Это история об ушедшей жизни, и Он это понимает, принимает, но все же, ему страшно. Он был(а по словам жены до сих пор остался) красивым мужчиной, но теперь…теперь его гораздо больше заботит вопрос, хватит ли ему 20 пар трусов том доме призрения, кода он идет по своему выбору, но все же не желая этого. Просто старик-профессор слишком горд, чтобы признаться перед кем-то кроме жены, что ему страшно, что ему нужна помощь сына любовь детей и внуков…А может быть он считает, что просто этого не достоин.
Их сын не хорош и не плох, он просто погублен родителями-экспериментаторами…Он остыл, высох, и теперь: «Это было твое решение, и я счел его благоразумным».
Конец предрешен: слова сказаны, собраны вещи, и уже придумана красивая легенда, объясняющая отсутствие дедушки, а «Вилла Отрада» уже ждет своего нового постояльца, и все же…когда они обнимаются, со слезами на глазах, так хочется верить, что все еще можно переиграть, отменить… Но, увы, нет.
Лановой играет до слез, своих и зрительских: седовласый романтик и сердцеед в хорошем костюме и дорогом пальто, опираясь на трость и салютуя шляпой жене, входит в ту дверь, через которую когда-то вошла она. Прозрачный такой намек. На этом коротком пути он спотыкается, и вместе с ним, кажется, спотыкается сердце.
Их встреча и их прощание.
Занавес. Антракт. Я судорожно моргаю, стараясь погнать муть в глазах.
И даже несколько дней спустя, при написании первых набросков, у меня дрожат пальцы. Что же это за одиночество, что заставляет разговаривать с мертвыми, что за гордость, что заставляет так себя наказывать?
Во втором акте в свои права вступает Ирина Купченко.
«Тихая ночь» - история женщины, Матери.

Она в доме престарелых уже несколько лет, и теперь снова, словно в раннем детстве, с нетерпением ждет Рождества и надеется на рождественское чудо. Она хочет домой, к сыну, к внукам, подальше от этого Ада, сводящего с ума нестройным хором старческих голосов, репетирующих"Stille Nacht", да только сын – успешный бизнесмен на новом Мерседесе, не спешит ее забирать. Ему нужна не мать, а её подпись на документах о продаже недвижимости. А дома гости, и свободных комнат же не осталось…
И если старость Ланового была интеллигентной, в чем-то даже завораживающей, как музыка Баха, старость Купченко напоминает нам о том, что время отнимает еще и разум.

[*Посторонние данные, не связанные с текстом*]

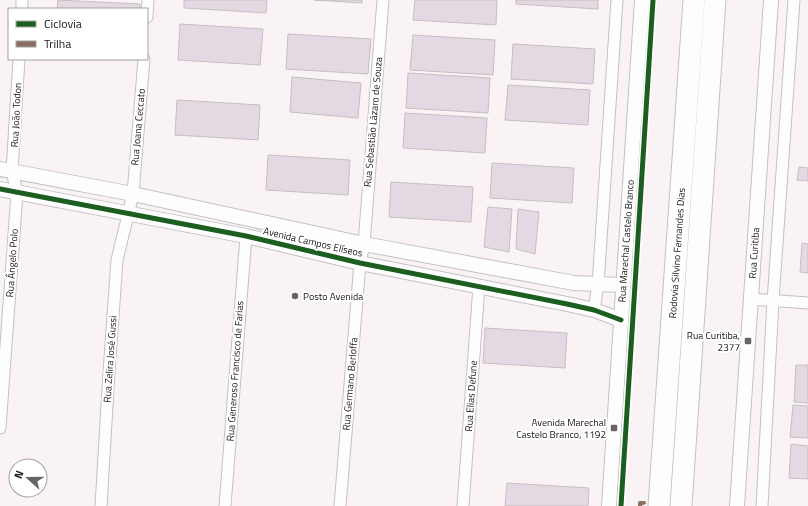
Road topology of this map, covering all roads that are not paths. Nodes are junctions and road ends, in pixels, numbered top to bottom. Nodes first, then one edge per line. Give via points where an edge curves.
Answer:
1 (383, 0) edge
2 (617, 0) edge
3 (642, 0) edge
4 (694, 0) edge
5 (715, 0) edge
6 (770, 0) edge
7 (794, 0) edge
8 (19, 60) edge
9 (144, 60) edge
10 (6, 170) edge
11 (0, 189) edge
12 (17, 193) junction
13 (133, 194) junction
14 (128, 214) junction
15 (246, 236) junction
16 (364, 244) junction
17 (360, 263) junction
18 (598, 285) junction
19 (622, 285) junction
20 (479, 286) junction
21 (751, 300) junction
22 (774, 301) junction
23 (808, 303) edge
24 (594, 310) junction
25 (621, 320) junction
26 (0, 428) edge
27 (101, 506) edge
28 (225, 506) edge
29 (340, 506) edge
30 (463, 506) edge
31 (609, 506) edge
32 (659, 506) edge
33 (681, 506) edge
34 (737, 506) edge
35 (762, 506) edge

1 - 16 street, Rua Sebastião Lázaro de Souza
2 - 18 street
3 - 19 street, Rua Marechal Castelo Branco
4 - 32 highway, Rodovia Silvino Fernandes Dias
5 - 33 highway, Rodovia Silvino Fernandes Dias
6 - 21 street, Rua Curitiba
7 - 22 street
8 - 10 street, Rua João Todon
9 - 13 street, Rua Joana Ceccato
10 - 12 street, Rua João Todon
10 - 13 street, Avenida Campos Elíseos
11 - 12 street, Avenida Campos Elíseos
12 - 14 street, Avenida Campos Elíseos
12 - 26 street, Rua Ângelo Polo
13 - 14 street, Rua Joana Ceccato
13 - 16 street, Avenida Campos Elíseos
14 - 15 street, Avenida Campos Elíseos
14 - 27 street, Rua Zelira José Gussi via 117,260
15 - 17 street, Avenida Campos Elíseos
15 - 28 street, Rua Generoso Francisco de Farias
16 - 17 street, Rua Sebastião Lázaro de Souza
16 - 18 street, Avenida Campos Elíseos via 574,283
17 - 20 street, Avenida Campos Elíseos
17 - 29 street, Rua Germano Berloffa
18 - 19 street, Avenida Campos Elíseos
18 - 24 street
19 - 25 street, Rua Marechal Castelo Branco
20 - 24 street, Avenida Campos Elíseos
20 - 30 street, Rua Elias Defune
21 - 22 street
21 - 34 street, Rua Curitiba
22 - 23 street
22 - 35 street
24 - 25 street, Avenida Campos Elíseos
25 - 31 street, Rua Marechal Castelo Branco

Она словно немного не в себе: то жалуется на то, что рано заставляют ложиться спать, а потом заявляет, что главврач к ней пристает. Гордо демонстрирует новый наряд, купленный на распродаже, потом, переодевшись в толстую серую кофту, обреченно замирает на кровати. То гримасничает, изображая обитателей пансиона, то превращается в расчетливую бизнес-леди.
Без конца повторяемые вопросы, рассказы о теории и практике забоя быков на скотобойне, разговоры, разговоры, разговоры… и все с одной целью хоть чуть задержать сына, любимого, на смотря ни на что.
В самом конце спектакля хор из тех, кто остается в доме на Рождество, наконец выходит на сцену и герои двух пьес наконец встречаются. В каком-то непонятном черном халате и красной лыжной шапочке Он совсем не похож на того профессора, с которым мы попрощались всего час назад. Кажется, это отсылка к окончанию первой пьесы, тому, что нам так и не показали. К счастью.

И снова занавес, и снова слезы в глазах. Аплодисменты. И я сидя в Брянске, хлопаю им, принимающим цветы там, на Арбате.
Цветы несут в основном Василию Семеновичу, а он, в мгновение ока вновь превратившись в красавца-профессора, отдает и своей жене. Той, которая Мать, а не той, которая Она.
Рада, что мой отзыв вам понравился. Спектакль действительно замечательный, и впечатления от него не отпускали очень долго.